Fr. Ralph Huse, S.J.


Thursday, October 10, 2024

Thoughts on pain

 

Befriend Your Pain

I want to say to you that most of our brokenness cannot be simply taken away. It’s there. And the deepest pain that you and I suffer is often the pain that stays with us all our lives. It cannot be simply solved, fixed, done away with. . . . What are we then told to do with that pain, with that brokenness, that anguish, that agony that continually rises up in our heart? We are called to embrace it, to befriend it. To not just push it away . . . to walk right over it, to ignore it. No, to embrace it, to befriend it, and say that is my pain and I claim my pain as the way God is willing to show me his love.


Henri Nouwen


Tuesday, October 8, 2024

Thoughts on social conventions

 

Luke 10:38-42

Friends, today’s Gospel is the story of Martha and Mary. I’d like to offer a fresh take on this famous little story. One of the principal marks of Jesus’ teaching and ministry is the overturning of social conventions. And one of the most striking and surprising of Jesus’ moves was a radical inclusion of women. 


While this typically women’s work was going on, men would sit out in the main room of the residence and talk. If a prominent rabbi or Pharisee were present, the men would sit at his feet and listen to his words. 


Now we can see why Mary’s attitude was so offensive to Martha and probably to everyone else in the room. Martha wasn’t simply mad that Mary was giving her more work to do; she was mad that Mary had the gall to assume the stance of a man, to take up her position in the men’s space.


In his response to Martha’s complaint, Jesus signals more than a preference for listening over acting; he invites a woman into full participation in the life of discipleship. “Mary has chosen the better part and it will not be taken from her.”


Bishop Robert Barron


Monday, October 7, 2024

Thoughts on belonging

 

The Joy of Belonging

We have heard the story of the encounter between Jesus and Mary of Magdala, two people who love each other. Jesus says, “Mary.” She recognizes him and says, “ ‘Rabboni,’ ” which means Master” (John 20:16). This simple and deeply moving story brings me in touch with my fear as well as my desire to be known. . . . Often I am tempted to think that I am loved only as I remain partially unknown. I fear that the love I receive is conditional and then say to myself, “If they really knew me, they would not love me.” But when Jesus calls Mary by name he speaks to her entire being. She realizes that the One who knows her most deeply is not moving away from her, but is coming to her offering her his unconditional love. . . . Mary feels at once fully known and fully loved. The division between what she feels safe to show and what she does not dare to reveal no longer exists. She is fully seen and she knows that the eyes that see her are the eyes of forgiveness, mercy, love, and unconditional acceptance. . . . What a joy to be fully known and fully loved at the same time! It is the joy of belonging through Jesus to God and being fully safe and fully free.


Henri Nouwen



Saturday, October 5, 2024

Thoughts on unconditional love

 

God’s First Love

Knowing God’s heart means consistently, radically, and very concretely to announce and reveal that God is love and only love, and that every time fear, isolation, or despair begin to invade the human soul this is not something that comes from God. This sounds very simple and maybe even trite, but very few people know that they are loved without any conditions or limits.

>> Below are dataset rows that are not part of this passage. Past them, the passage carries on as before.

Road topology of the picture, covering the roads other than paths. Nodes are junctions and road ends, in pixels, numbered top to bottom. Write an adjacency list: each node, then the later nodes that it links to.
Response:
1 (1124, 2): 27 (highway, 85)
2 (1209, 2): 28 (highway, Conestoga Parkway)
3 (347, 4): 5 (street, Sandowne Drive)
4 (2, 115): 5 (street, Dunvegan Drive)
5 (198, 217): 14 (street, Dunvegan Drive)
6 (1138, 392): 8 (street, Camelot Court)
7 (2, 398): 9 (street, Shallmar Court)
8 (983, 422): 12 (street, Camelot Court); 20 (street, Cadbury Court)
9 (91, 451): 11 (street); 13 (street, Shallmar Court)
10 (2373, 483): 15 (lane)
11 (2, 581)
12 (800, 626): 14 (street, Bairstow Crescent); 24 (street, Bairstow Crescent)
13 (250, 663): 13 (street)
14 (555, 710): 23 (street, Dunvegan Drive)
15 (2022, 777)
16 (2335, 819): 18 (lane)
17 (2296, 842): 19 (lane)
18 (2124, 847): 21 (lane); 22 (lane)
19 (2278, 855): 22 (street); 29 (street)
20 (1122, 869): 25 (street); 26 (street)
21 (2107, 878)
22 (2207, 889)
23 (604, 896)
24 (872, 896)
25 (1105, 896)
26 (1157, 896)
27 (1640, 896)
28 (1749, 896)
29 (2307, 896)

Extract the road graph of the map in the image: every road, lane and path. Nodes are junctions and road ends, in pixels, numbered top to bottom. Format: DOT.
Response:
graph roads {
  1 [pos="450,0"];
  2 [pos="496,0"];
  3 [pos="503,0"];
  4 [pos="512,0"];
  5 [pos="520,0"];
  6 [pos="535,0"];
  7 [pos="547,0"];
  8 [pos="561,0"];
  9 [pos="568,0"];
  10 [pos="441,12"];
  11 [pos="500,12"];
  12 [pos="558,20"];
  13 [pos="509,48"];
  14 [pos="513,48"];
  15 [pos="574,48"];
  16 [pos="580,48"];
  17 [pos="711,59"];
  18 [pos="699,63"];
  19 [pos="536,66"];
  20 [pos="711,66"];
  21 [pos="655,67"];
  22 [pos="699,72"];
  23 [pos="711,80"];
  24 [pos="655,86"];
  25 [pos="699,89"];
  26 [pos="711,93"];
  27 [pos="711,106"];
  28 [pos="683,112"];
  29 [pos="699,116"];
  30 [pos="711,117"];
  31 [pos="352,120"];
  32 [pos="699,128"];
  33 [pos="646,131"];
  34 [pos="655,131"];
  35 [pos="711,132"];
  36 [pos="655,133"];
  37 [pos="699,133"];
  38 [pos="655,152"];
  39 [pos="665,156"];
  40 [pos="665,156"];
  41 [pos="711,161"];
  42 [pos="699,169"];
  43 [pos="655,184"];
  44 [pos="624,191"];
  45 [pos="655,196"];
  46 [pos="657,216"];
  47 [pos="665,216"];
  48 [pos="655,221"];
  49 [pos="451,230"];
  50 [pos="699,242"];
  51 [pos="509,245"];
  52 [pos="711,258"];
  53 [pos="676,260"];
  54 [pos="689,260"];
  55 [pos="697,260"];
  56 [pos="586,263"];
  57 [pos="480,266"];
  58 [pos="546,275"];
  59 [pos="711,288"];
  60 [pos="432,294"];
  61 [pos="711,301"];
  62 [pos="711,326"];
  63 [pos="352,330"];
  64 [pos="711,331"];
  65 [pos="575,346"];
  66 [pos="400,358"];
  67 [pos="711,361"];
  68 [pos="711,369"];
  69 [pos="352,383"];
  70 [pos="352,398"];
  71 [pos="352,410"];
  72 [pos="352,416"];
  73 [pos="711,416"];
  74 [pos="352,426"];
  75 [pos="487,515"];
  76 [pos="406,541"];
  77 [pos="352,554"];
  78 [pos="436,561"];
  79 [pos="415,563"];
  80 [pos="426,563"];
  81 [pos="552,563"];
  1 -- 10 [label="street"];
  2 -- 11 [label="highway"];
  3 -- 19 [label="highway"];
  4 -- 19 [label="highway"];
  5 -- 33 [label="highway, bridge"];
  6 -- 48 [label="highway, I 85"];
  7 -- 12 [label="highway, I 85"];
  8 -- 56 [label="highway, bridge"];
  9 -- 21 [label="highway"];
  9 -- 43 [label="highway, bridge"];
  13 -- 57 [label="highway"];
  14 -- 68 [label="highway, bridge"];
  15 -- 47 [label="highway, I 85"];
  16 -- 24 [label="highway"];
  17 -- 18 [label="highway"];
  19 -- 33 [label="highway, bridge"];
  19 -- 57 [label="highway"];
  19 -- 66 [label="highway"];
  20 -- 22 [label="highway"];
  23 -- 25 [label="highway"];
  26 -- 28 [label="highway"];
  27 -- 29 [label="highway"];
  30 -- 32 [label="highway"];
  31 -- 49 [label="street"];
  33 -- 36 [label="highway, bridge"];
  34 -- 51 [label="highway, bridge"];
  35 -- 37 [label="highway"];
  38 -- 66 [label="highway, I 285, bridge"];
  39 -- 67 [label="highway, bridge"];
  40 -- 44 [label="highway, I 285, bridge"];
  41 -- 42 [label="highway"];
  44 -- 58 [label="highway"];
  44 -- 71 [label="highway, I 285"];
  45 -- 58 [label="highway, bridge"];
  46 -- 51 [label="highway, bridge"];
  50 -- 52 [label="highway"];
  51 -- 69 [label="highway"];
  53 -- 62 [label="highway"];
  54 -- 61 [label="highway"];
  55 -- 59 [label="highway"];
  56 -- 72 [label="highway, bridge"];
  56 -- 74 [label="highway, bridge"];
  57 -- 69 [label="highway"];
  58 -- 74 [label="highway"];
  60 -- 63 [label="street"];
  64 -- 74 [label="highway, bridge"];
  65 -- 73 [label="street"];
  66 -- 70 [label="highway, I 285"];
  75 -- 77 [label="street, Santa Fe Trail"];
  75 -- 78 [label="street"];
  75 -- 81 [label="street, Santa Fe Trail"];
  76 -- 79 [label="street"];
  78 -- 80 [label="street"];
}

This unconditional and unlimited love is what the evangelist John calls God’s first love. “Let us love,” he says, “because God loved us first” (1 John 4:19). The love that often leaves us doubtful, frustrated, angry, and resentful is the second love, that is to say, the affirmation, affection, sympathy, encouragement, and support we receive from our parents, teachers, spouses, and friends. We all know how limited, broken, and very fragile that love is. Behind the many expressions of this second love there is always the chance of rejection, withdrawal, punishment, blackmail, violence, and even hatred. . . .


The radical good news is that the second love is only a broken reflection of the first love and that the first love is offered to us by a God in whom there are no shadows. Jesus’ heart is the incarnation of the shadow-free first love of God.